Надо, очевидно, делать другое; очевидно, надо от времени до времени осторожно брать себя за голову и спрашивать: не ошибаюсь ли я? — и потом торопиться, потому что исправить ошибку никогда не рано и почти никогда не поздно.
[* 26 мая 1928 года в Ленинграде умерла Наталия Викторовна Гуковская (Рыкова)]

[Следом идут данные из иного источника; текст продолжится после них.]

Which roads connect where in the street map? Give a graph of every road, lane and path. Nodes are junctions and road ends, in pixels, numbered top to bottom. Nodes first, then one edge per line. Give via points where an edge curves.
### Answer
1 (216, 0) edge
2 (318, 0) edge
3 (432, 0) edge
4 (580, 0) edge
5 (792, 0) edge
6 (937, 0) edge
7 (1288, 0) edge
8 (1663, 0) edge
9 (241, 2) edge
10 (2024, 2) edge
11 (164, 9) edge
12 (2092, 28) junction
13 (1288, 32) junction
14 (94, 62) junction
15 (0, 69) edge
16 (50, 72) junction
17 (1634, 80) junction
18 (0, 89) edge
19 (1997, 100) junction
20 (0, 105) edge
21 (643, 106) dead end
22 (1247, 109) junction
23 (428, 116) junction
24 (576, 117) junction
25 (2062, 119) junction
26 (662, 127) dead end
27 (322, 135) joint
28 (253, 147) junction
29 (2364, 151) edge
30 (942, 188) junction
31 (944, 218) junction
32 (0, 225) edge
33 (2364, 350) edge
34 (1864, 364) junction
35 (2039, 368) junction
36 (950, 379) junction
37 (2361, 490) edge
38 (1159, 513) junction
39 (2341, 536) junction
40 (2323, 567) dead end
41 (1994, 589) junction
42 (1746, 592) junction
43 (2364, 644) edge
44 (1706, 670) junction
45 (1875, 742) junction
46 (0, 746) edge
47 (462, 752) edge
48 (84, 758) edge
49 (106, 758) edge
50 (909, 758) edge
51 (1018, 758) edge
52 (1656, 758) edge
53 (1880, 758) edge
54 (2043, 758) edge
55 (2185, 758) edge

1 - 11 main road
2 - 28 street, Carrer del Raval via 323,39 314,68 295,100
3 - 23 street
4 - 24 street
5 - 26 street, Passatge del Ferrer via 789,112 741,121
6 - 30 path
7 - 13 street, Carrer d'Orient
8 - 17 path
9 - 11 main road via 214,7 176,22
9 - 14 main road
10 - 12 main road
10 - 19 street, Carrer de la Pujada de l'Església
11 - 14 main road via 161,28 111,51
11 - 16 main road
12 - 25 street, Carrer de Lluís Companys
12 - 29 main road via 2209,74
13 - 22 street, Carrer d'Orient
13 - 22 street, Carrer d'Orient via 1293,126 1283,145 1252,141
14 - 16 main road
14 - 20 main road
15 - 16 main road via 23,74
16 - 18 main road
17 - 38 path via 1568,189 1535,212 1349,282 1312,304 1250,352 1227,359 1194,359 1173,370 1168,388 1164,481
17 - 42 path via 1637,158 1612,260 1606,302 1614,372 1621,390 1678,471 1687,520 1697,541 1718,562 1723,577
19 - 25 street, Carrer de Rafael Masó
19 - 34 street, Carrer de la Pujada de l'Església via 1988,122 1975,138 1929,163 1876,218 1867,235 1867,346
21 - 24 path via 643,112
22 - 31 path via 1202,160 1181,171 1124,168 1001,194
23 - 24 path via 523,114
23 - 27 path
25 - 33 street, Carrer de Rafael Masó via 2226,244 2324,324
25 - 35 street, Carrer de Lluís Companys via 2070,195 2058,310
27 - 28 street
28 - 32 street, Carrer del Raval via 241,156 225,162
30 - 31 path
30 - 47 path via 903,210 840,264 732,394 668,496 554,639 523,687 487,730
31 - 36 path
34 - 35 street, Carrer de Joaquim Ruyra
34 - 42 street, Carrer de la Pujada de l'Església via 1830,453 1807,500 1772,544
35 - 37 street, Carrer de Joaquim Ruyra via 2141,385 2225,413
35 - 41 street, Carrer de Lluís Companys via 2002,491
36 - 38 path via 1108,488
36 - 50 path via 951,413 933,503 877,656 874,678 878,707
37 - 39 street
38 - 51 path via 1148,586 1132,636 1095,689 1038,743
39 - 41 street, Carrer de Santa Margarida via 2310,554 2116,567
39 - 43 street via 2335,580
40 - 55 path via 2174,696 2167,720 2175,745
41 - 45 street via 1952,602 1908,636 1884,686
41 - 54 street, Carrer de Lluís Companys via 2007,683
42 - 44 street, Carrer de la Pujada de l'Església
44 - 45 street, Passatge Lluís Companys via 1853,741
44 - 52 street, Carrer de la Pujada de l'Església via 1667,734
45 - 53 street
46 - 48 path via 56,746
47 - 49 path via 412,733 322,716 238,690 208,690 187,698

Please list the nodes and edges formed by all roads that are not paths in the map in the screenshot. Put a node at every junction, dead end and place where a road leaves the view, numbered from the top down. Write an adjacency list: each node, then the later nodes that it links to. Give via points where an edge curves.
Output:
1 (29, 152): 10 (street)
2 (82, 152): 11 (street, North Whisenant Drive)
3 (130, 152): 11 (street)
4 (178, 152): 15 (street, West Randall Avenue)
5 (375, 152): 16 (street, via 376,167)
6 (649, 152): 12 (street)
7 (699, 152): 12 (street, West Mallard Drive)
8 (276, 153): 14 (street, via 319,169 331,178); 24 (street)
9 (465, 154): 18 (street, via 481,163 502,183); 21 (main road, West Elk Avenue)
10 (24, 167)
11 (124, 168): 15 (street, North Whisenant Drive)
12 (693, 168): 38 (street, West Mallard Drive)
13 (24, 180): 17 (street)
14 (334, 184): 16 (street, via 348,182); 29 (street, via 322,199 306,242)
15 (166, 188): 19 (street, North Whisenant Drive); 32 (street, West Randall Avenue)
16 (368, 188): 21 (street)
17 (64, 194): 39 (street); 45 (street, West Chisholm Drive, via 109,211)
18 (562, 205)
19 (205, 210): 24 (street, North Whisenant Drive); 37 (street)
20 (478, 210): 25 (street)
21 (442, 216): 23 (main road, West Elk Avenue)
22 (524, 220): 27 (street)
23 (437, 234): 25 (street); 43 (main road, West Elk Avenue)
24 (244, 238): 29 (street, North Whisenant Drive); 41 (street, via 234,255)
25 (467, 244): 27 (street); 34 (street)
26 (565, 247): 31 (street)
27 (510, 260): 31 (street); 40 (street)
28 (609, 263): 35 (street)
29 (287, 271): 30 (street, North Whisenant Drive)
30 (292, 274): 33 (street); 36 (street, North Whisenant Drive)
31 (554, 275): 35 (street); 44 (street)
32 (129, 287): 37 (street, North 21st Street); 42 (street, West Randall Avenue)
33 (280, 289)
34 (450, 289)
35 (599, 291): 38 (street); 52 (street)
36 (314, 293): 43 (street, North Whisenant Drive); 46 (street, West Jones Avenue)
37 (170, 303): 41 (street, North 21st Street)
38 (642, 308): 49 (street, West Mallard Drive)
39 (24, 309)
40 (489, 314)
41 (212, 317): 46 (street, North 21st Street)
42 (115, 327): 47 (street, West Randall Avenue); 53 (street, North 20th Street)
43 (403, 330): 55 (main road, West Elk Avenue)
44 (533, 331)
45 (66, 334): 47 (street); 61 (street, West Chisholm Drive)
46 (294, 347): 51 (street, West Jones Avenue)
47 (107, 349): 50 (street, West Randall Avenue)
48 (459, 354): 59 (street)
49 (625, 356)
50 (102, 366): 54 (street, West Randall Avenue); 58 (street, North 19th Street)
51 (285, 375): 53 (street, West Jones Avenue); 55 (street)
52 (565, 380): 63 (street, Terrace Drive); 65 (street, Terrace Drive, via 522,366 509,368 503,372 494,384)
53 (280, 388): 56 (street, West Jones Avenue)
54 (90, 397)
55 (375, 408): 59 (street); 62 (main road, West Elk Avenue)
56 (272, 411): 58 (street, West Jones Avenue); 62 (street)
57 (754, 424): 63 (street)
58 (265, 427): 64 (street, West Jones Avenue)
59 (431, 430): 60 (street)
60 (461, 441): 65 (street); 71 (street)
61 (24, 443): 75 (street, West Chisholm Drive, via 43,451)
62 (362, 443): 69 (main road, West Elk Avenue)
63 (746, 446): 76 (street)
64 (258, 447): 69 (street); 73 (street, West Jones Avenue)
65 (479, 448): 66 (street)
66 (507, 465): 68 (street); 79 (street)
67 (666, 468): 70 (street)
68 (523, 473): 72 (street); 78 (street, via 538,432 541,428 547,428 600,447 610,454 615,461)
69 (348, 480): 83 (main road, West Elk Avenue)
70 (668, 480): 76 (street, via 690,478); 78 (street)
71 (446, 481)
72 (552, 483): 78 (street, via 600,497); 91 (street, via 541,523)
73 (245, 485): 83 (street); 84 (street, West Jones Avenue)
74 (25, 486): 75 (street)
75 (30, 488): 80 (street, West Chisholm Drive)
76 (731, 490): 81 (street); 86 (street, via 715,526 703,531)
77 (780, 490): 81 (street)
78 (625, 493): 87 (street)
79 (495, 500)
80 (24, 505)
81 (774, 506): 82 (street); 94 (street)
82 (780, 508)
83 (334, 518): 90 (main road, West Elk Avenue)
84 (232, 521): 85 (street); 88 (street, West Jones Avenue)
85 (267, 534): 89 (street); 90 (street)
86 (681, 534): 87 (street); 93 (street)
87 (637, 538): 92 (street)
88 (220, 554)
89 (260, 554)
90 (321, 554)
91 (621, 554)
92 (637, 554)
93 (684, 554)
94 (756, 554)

Весной этого года я невольно и часто вспоминала осень прошлого года и сумасшедшую ноябрьскую ночь на Екатерининском канале.
Смерть переосмысляет вещи — и притом не всегда в лучшую сторону. Опыт той ночи убедил меня в том, что смерть, правда в конечном счете не состоявшаяся, могла вызвать странную реакцию равнодушия и озлобления против человека, которым я дорожила и которого считала или почти считала погибшим.
Вероятно, потому, что катастрофа не состоялась, я позволяю себе написать, что эта гибель (самоубийство) ощущалась мною как вредная глупость и неприличие. Всю силу моего сострадания и всю силу боли и страха разом отвело в сторону Н. В. [Наталия Викторовна Гуковская (Рыкова)]
Вероятно, я была потрясена физически, нервами, по крайней мере я простояла на лестнице лицом к лицу с Эм. Сем. не менее минуты, не выговорив ни слова от страшной судороги в горле.
Попытка заговорить с Гофманом [Виктор Абрамович Гофман (1899-1942), литературовед]
совершенно неожиданно закончилась приступом рыданий.
Но когда не спрашивали и не принуждали говорить, я была очень спокойна. Я была равнодушна, бессмысленно объезжая набережные Невы, соскакивая от времени до времени с дрожек, чтобы под взглядом остолбеневшего извозчика подбежать к какому-нибудь одинокому мужчине, наклонившемуся над гранитом. Никогда я так мало не любила этого человека, как в ночь, когда я мыслила его среди мертвых и нелепо искала среди живых. Мне было трудно сосредоточить на нем внимание. Я отчетливо помню, что забывала о нем на долгие минуты (потому что минуты были долгими).

*
Необыкновенно и ужасно впечатление от живого человеческого имени, вовлеченного в абстрактный текст панихиды.
«...Рабы твоея Наталии...» — имя, знакомое в других контекстах (особенно привычное потому, что так ее называли дома, не пользуясь уменьшительным), оно ударяло по нервам нестерпимой интимностью, конкретной человеческой болью, разрывая на мгновенье вязь ладана, блестящих и условных вещей и ритуальных слов, всего, что предназначено обобщать и интеллектуализировать страдание.
Под конец я знала весь ход панихиды; к имени же не могла привыкнуть, дожидаясь его со страхом.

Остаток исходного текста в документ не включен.